Reputation: 2049
Having a comma-separated file with around 50 columns and several rows, I need to remove all columns that are always 0 (i.e all values in that column are zero).
The file is read with the following piece of code:
with open('data.txt', 'rb') as f:
reader.csv.reader(f, delimiter=',')
for row in reader:
print row
0 0.1 0.3 0.4 0
0 0.2 0.5 0.3 0
0 0.7 0.9 0.2 0
How one can exactly remove columns (that are 0) from this memory structure. It would be more better, if there is no re-writing and re-reading to another temporary csv file to achieve this.
Upvotes: 1
Views: 272
Reputation: 1121924
Read in all rows (mapping all the values to floats), transform to columns using zip(*rows)

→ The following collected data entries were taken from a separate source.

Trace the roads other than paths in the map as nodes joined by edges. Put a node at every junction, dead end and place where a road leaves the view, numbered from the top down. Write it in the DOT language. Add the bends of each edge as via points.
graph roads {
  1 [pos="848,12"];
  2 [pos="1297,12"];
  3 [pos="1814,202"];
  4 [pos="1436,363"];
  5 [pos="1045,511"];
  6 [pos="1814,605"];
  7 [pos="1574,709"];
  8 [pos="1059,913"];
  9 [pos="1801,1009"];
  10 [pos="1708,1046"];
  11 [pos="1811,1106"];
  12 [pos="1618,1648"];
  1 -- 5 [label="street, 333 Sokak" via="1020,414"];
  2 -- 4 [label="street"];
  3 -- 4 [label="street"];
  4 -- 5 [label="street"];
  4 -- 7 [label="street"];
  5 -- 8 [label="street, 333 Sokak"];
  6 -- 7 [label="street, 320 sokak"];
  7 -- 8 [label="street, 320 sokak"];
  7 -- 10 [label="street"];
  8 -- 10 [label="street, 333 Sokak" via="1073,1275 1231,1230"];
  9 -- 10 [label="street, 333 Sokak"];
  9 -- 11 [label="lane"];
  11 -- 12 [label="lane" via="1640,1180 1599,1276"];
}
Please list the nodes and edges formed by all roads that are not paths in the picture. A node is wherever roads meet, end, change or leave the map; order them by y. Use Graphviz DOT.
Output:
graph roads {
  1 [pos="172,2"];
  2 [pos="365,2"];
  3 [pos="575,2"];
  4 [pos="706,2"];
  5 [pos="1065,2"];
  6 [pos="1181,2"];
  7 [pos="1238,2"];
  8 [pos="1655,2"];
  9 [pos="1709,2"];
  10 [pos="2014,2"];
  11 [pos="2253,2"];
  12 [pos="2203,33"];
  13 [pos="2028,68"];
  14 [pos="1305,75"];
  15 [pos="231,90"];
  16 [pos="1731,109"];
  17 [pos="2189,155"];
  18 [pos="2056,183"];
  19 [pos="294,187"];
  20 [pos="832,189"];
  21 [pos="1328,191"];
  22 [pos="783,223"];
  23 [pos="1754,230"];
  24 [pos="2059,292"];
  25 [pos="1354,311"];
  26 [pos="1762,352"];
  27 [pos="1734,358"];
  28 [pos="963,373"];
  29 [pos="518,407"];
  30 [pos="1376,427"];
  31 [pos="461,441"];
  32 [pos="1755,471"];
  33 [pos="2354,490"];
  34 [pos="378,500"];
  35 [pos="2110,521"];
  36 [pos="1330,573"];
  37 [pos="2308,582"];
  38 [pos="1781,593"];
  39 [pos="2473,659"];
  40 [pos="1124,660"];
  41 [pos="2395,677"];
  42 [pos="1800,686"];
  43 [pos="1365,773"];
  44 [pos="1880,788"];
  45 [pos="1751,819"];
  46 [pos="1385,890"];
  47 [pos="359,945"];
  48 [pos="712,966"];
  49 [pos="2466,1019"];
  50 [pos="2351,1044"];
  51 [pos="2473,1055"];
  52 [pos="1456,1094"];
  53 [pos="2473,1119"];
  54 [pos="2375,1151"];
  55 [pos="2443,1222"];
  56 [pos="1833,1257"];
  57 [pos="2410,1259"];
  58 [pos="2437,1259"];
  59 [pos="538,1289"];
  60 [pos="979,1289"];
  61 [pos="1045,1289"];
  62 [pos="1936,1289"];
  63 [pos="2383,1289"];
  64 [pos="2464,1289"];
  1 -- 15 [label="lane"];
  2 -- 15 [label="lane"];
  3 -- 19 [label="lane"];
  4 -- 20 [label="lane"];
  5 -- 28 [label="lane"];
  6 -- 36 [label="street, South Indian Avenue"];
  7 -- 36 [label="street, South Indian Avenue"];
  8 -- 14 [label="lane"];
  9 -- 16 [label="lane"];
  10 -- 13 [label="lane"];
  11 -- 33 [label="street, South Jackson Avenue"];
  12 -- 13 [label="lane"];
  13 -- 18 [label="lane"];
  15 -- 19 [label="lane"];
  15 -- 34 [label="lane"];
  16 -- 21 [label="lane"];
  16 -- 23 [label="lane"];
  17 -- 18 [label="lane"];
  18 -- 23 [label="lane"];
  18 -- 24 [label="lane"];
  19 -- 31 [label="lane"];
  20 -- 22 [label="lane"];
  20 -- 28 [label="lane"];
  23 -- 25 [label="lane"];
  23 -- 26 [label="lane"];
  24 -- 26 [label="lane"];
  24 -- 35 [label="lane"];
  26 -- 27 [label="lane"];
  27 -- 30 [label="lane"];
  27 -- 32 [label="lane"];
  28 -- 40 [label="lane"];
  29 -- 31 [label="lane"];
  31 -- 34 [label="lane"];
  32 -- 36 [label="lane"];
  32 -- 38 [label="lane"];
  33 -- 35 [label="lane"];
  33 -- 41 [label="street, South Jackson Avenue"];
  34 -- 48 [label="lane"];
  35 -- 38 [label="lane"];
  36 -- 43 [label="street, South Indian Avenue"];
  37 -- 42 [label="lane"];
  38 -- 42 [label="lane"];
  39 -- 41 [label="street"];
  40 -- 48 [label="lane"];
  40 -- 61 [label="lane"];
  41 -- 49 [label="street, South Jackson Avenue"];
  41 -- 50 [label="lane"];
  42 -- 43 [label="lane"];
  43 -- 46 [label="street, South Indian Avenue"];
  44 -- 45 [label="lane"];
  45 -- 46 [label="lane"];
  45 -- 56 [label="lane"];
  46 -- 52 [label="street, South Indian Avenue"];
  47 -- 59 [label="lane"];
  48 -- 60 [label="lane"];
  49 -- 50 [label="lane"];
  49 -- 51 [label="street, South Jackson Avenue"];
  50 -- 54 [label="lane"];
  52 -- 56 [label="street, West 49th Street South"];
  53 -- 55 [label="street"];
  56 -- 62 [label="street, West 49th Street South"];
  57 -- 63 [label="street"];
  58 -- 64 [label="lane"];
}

, only keep any that are have non-zero values using any()
, transform back to rows using zip(*columns)
:
with open('data.txt', 'rb') as f:
rows = list(map(float, row) for row in csv.reader(f, delimiter=','))
rows = zip(*[col for col in zip(*rows) if any(col)])
The latter step as a demonstration:
>>> rows = [[0, 0.1, 0.3, 0.4, 0], [0, 0.2, 0.5, 0.3, 0], [0, 0.7, 0.9, 0.2, 0]]
>>> zip(*[col for col in zip(*rows) if any(col)])
[(0.1, 0.3, 0.4), (0.2, 0.5, 0.3), (0.7, 0.9, 0.2)]
Upvotes: 1